[Start of Attachment]

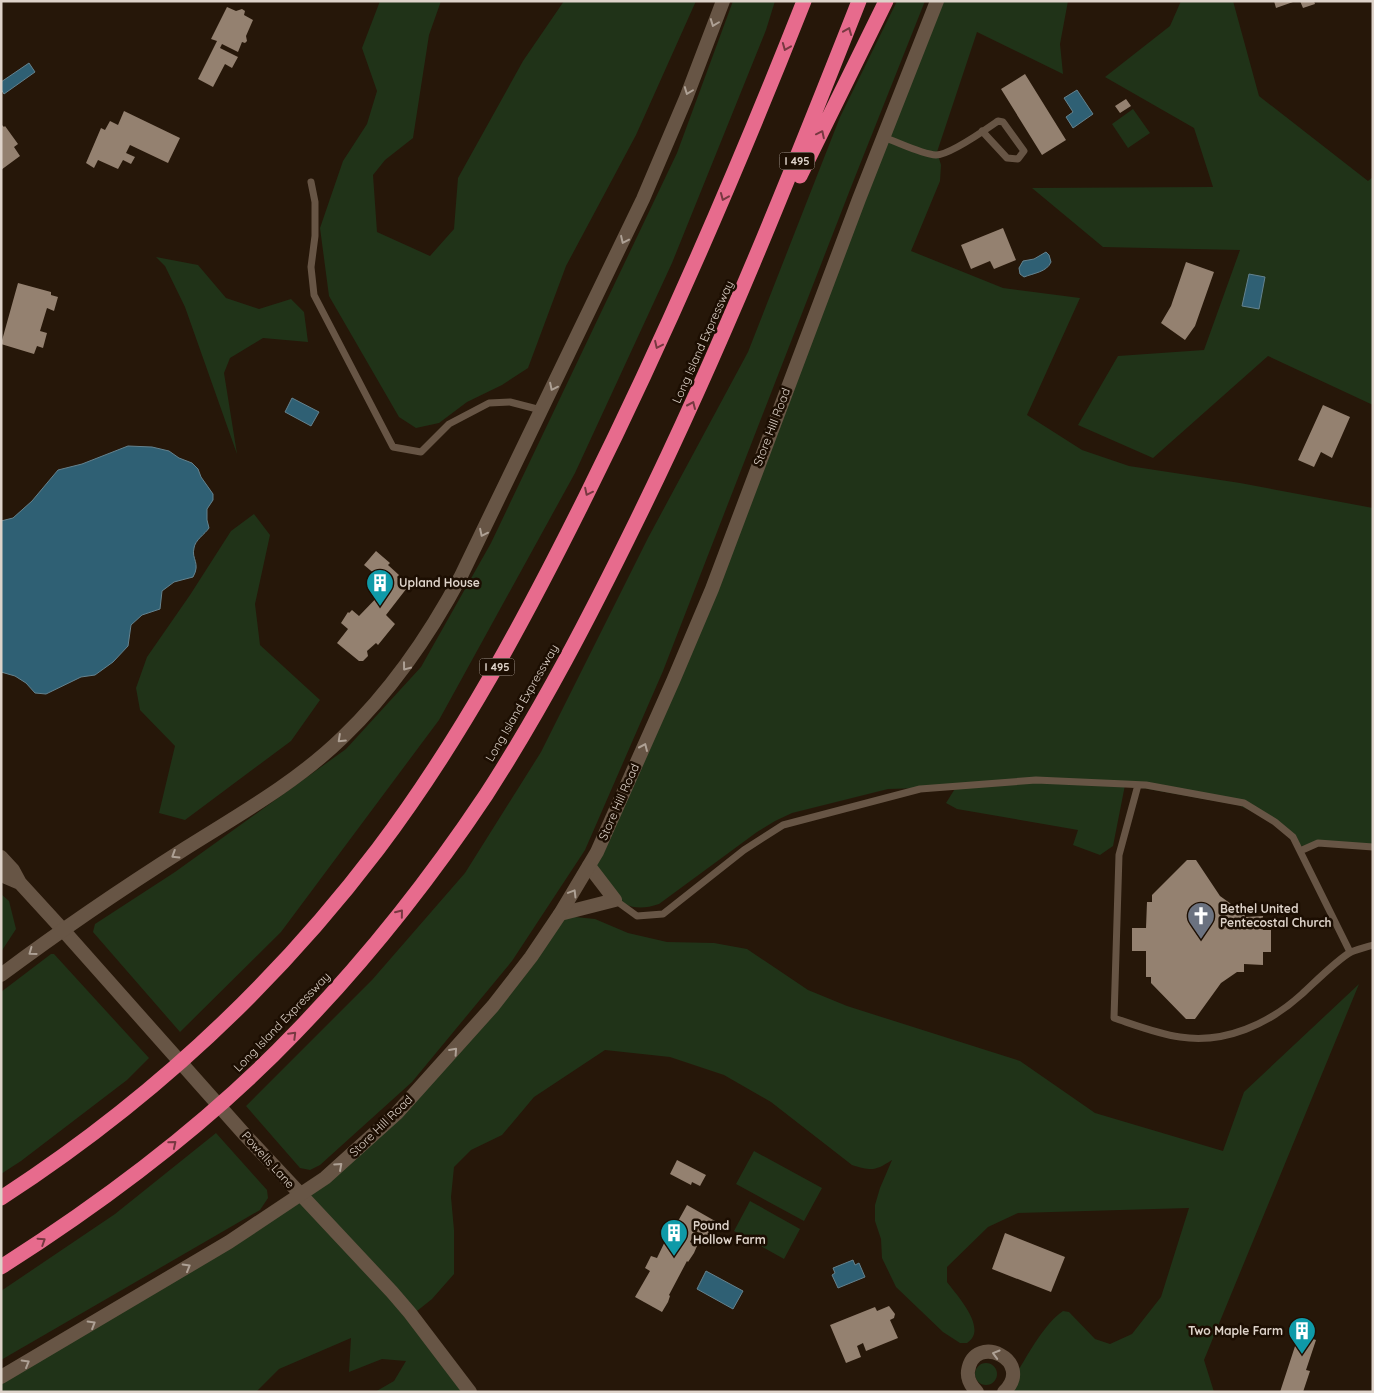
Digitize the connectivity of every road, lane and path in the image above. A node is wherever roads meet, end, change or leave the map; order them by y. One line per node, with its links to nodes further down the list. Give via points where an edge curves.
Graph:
1 (723, 1): 10 (main road, one-way to 10, via 643,199)
2 (804, 1): 25 (highway, I 495, one-way to 25, via 685,287 622,423 501,660 440,760 378,848 256,992 188,1056 111,1120)
3 (859, 1): 9 (highway, Long Island Expressway / I 495, one-way to 3)
4 (886, 1): 9 (highway, one-way to 4)
5 (937, 1): 7 (main road, Store Hill Road)
6 (982, 131): 6 (lane, via 998,121 1003,122 1024,151 1018,159 1007,158); 7 (lane, via 938,155)
7 (884, 137): 15 (main road, Store Hill Road, one-way to 7, via 626,789 712,589)
8 (311, 182): 10 (lane, via 315,202 311,267 314,295 393,447 421,452 449,424 489,403 510,402)
9 (730, 319): 26 (highway, Long Island Expressway / I 495, one-way to 9, via 144,1168 225,1101 294,1034 360,962 421,886 486,794 549,691 672,450)
10 (542, 410): 20 (main road, one-way to 20, via 446,604 414,656 375,705 342,739 294,778)
11 (1138, 785): 13 (lane, via 1244,803 1293,837); 18 (lane, via 1036,780 920,789 783,825 744,850 663,914 637,916); 22 (lane, via 1118,855 1114,1018 1178,1037 1234,1033 1270,1018)
12 (1373, 847): 13 (lane, via 1318,843)
13 (1300, 851): 22 (lane)
14 (1, 857): 17 (main road)
15 (589, 866): 18 (main road); 19 (main road, Store Hill Road, one-way to 15)
16 (1, 872): 17 (main road)
17 (20, 883): 20 (main road, Powells Lane)
18 (616, 900): 19 (main road)
19 (560, 914): 24 (main road, Store Hill Road, one-way to 19, via 325,1178 403,1107 493,1006)
20 (63, 930): 23 (main road, one-way to 23); 24 (main road, Powells Lane)
21 (1373, 945): 22 (lane)
22 (1350, 952)
23 (1, 975)
24 (300, 1194): 27 (main road, Store Hill Road, one-way to 24, via 222,1246); 28 (main road, Powells Lane, via 392,1292)
25 (1, 1198)
26 (1, 1267)
27 (1, 1378)
28 (470, 1392)
29 (977, 1392): 30 (main road, one-way to 29, via 1012,1379 1011,1365 995,1352 980,1354 969,1365 969,1381)
30 (1004, 1392)

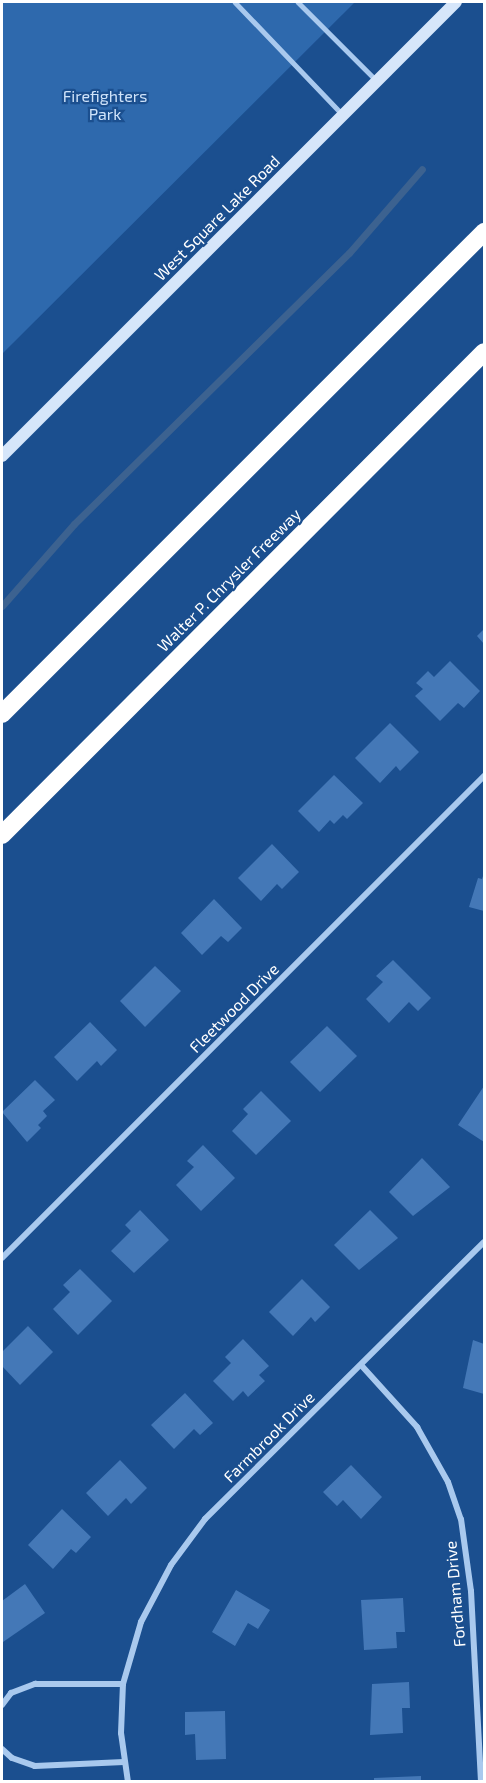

[End of Attachment]

* [Exercise] Retrieve every line above holding the word "Hill".

* [Result]
5 (937, 1): 7 (main road, Store Hill Road)
7 (884, 137): 15 (main road, Store Hill Road, one-way to 7, via 626,789 712,589)
15 (589, 866): 18 (main road); 19 (main road, Store Hill Road, one-way to 15)
19 (560, 914): 24 (main road, Store Hill Road, one-way to 19, via 325,1178 403,1107 493,1006)
24 (300, 1194): 27 (main road, Store Hill Road, one-way to 24, via 222,1246); 28 (main road, Powells Lane, via 392,1292)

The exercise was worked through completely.